───── Data extract

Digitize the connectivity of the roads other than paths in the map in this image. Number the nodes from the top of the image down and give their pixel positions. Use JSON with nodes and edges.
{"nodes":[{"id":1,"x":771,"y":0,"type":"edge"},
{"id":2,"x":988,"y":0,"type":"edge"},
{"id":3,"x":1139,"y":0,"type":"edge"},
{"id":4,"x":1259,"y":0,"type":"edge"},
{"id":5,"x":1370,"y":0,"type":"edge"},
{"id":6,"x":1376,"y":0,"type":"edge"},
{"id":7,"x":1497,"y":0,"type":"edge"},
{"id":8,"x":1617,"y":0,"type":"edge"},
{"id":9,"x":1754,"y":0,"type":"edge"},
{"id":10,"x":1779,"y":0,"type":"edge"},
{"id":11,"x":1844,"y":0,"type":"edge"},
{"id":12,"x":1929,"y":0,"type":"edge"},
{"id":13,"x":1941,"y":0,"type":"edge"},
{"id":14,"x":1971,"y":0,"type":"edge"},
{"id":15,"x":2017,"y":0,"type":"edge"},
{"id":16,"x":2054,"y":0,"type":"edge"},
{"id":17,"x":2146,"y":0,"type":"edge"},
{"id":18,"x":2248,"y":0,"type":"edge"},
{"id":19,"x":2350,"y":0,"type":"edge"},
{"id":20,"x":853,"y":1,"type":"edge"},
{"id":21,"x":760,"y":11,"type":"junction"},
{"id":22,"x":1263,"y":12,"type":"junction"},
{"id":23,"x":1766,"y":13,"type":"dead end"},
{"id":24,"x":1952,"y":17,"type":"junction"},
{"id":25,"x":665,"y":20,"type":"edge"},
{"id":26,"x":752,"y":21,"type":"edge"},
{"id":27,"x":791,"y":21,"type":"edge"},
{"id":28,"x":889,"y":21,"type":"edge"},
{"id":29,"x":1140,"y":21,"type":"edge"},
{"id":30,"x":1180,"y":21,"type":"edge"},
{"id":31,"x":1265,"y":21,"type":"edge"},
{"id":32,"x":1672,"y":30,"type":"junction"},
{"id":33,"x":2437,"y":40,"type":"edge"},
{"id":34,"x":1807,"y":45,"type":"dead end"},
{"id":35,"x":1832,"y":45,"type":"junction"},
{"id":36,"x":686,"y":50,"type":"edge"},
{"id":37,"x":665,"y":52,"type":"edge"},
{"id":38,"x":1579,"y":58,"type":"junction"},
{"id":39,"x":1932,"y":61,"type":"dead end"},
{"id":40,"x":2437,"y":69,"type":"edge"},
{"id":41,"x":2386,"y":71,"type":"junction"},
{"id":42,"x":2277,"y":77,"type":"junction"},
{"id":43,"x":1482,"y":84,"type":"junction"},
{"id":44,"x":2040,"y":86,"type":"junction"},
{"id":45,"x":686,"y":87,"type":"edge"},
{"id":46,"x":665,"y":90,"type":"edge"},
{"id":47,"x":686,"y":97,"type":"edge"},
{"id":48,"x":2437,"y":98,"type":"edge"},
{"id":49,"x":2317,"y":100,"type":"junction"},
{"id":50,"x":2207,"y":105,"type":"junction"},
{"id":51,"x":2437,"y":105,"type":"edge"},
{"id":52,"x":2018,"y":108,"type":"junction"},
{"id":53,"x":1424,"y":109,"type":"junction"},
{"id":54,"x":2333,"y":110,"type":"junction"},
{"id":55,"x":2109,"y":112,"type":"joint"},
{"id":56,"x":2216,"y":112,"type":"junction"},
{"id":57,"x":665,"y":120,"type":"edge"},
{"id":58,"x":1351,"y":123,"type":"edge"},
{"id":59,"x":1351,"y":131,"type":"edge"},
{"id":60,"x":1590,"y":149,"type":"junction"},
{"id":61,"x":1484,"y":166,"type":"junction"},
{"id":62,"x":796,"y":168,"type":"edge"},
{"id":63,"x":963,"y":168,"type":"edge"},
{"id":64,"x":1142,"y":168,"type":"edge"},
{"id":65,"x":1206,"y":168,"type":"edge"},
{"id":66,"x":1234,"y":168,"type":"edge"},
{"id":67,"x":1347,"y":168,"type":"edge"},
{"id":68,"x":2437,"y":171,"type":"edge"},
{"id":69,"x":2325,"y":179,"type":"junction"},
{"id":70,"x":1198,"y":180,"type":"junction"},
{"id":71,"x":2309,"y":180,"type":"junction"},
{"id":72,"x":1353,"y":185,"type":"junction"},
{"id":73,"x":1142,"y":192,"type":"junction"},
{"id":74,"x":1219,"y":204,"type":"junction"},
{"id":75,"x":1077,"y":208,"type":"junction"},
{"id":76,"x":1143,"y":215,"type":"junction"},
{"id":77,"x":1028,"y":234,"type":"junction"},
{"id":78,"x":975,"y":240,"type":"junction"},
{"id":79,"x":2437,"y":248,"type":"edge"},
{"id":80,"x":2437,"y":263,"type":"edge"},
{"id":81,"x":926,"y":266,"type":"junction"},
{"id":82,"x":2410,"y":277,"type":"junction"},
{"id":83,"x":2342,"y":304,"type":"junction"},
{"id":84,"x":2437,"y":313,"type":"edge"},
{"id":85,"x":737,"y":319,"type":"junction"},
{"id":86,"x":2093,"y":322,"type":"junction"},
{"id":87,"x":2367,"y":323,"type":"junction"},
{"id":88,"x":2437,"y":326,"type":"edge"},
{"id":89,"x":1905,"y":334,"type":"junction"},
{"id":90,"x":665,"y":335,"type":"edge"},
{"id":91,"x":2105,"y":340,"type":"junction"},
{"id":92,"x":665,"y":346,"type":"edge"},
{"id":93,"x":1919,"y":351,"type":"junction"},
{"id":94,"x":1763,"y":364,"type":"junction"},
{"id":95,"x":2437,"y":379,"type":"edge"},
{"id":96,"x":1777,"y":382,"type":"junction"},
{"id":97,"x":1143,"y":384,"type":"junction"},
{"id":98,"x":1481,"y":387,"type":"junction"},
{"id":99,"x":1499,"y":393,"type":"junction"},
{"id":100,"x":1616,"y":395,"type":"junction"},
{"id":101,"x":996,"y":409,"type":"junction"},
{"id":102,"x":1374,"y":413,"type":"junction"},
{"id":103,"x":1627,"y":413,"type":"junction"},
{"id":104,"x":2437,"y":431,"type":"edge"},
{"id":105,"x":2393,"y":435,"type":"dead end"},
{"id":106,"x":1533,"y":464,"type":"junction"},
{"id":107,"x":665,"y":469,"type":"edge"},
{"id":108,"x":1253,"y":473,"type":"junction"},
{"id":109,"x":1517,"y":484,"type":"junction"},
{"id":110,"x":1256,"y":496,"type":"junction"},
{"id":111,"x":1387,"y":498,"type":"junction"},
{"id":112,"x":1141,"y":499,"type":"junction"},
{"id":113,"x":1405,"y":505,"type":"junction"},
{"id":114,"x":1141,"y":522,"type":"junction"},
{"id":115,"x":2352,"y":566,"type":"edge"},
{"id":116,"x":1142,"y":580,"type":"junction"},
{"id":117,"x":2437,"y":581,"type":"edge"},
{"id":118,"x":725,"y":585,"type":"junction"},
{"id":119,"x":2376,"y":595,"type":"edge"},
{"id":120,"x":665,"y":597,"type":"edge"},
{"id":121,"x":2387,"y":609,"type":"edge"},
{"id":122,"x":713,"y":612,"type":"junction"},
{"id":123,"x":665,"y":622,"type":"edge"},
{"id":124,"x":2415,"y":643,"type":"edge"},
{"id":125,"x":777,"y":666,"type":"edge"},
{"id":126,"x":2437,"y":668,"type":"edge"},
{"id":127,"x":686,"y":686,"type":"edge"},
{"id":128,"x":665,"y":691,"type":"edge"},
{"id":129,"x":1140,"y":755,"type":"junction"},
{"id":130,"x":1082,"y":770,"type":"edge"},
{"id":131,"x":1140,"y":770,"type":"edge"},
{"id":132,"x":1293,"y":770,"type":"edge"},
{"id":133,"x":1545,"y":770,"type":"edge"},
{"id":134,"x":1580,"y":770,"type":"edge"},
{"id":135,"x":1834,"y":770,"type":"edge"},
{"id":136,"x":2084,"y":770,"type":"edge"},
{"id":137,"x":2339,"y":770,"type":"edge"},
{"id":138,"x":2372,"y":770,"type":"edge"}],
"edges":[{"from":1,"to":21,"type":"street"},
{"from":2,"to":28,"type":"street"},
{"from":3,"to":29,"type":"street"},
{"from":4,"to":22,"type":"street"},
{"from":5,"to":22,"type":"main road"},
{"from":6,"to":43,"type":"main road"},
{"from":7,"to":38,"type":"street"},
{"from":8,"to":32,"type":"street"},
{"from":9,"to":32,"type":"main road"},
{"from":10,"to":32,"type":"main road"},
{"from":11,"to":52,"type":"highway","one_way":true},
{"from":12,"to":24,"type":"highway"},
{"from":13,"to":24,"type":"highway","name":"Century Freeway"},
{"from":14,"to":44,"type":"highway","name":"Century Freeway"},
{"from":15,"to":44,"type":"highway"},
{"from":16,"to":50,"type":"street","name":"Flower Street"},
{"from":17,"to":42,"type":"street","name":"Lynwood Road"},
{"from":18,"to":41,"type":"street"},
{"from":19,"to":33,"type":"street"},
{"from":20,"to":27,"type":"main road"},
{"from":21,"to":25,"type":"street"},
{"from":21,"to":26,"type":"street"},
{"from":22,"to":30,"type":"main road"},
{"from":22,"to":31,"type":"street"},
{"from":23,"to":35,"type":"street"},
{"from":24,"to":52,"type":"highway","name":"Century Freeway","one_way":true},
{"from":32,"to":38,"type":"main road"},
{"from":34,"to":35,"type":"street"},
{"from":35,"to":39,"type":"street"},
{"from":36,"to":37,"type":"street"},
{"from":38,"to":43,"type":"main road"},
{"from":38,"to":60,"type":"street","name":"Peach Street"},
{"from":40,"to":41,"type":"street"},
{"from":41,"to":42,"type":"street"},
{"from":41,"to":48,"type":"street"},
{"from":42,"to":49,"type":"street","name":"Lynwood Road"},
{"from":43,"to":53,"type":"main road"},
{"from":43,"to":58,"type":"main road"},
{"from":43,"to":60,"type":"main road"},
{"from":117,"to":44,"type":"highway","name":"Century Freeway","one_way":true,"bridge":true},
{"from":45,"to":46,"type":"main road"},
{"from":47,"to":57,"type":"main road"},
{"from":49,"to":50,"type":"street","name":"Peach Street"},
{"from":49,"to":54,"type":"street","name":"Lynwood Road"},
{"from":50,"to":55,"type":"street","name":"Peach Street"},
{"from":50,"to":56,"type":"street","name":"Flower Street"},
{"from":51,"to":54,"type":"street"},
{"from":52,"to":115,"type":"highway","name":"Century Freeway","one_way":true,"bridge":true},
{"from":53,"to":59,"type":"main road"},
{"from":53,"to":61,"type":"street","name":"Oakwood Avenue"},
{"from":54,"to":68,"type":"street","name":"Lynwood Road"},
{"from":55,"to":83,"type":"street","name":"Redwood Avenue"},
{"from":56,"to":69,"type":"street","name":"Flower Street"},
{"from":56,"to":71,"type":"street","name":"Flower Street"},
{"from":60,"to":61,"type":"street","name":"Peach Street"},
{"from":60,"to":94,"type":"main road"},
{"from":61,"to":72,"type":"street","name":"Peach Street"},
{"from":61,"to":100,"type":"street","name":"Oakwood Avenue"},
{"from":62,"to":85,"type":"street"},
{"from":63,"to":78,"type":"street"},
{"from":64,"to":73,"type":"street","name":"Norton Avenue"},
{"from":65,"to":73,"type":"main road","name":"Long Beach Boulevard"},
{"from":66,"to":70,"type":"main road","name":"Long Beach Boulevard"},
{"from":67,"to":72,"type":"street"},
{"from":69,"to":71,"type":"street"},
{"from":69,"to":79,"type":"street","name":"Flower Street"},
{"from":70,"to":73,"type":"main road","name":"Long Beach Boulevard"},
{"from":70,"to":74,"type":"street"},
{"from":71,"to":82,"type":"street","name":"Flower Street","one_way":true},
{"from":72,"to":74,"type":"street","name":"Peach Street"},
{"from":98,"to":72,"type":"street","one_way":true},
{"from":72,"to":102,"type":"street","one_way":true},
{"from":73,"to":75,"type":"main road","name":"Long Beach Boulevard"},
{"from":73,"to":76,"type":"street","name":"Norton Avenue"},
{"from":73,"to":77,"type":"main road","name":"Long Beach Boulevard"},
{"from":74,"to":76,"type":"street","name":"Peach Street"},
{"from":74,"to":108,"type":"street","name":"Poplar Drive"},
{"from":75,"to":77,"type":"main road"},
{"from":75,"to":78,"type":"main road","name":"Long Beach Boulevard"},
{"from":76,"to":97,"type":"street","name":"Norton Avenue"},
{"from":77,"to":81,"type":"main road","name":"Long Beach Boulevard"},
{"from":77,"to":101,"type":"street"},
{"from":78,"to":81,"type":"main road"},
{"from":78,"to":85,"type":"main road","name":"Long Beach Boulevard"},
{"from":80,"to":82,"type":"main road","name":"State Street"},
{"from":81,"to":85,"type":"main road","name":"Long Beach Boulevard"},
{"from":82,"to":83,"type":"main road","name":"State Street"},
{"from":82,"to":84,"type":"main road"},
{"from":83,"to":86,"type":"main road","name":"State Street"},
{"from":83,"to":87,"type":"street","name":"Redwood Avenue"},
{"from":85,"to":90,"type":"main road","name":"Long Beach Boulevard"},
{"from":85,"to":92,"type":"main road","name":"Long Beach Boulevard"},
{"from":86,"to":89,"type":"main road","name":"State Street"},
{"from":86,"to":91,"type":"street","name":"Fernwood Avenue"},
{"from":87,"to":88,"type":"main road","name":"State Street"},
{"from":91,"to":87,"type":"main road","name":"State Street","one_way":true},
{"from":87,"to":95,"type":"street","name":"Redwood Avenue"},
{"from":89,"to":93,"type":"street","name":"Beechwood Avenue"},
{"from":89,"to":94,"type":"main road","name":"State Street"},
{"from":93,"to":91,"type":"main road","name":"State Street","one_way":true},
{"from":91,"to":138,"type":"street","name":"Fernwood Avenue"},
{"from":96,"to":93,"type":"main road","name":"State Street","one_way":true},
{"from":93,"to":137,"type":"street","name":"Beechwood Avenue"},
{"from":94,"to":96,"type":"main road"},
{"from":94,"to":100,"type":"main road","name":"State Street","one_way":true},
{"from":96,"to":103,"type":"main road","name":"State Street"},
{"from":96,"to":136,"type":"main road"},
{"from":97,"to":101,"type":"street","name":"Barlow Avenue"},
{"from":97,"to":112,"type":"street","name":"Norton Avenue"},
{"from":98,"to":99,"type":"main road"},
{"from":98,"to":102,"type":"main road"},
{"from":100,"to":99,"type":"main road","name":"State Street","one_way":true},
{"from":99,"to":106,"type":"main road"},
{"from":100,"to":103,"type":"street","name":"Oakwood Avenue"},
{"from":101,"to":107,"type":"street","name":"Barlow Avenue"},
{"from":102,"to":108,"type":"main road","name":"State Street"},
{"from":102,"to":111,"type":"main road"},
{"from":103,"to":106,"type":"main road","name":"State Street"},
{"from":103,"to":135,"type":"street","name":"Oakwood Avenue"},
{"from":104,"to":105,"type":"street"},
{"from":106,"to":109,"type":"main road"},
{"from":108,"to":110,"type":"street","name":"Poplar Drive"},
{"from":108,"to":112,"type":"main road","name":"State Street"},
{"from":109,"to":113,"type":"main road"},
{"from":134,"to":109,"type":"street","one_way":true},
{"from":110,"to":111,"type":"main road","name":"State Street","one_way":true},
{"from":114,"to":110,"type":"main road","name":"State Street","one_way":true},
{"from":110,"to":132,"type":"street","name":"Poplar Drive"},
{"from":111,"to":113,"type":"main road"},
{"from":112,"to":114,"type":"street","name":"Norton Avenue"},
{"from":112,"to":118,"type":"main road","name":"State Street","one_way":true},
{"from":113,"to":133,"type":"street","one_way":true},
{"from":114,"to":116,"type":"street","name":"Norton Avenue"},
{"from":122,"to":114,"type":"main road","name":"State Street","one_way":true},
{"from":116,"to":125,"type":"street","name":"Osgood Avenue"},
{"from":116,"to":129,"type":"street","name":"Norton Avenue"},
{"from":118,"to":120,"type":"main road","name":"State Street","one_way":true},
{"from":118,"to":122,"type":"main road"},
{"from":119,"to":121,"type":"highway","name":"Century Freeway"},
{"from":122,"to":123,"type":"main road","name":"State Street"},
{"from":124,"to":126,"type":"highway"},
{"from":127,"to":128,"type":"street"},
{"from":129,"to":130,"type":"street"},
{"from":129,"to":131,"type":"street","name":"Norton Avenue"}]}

──────────

Pull every line containing the word "Fernwood" out of the listing.

* **Result below**
{"from":86,"to":91,"type":"street","name":"Fernwood Avenue"},
{"from":91,"to":138,"type":"street","name":"Fernwood Avenue"},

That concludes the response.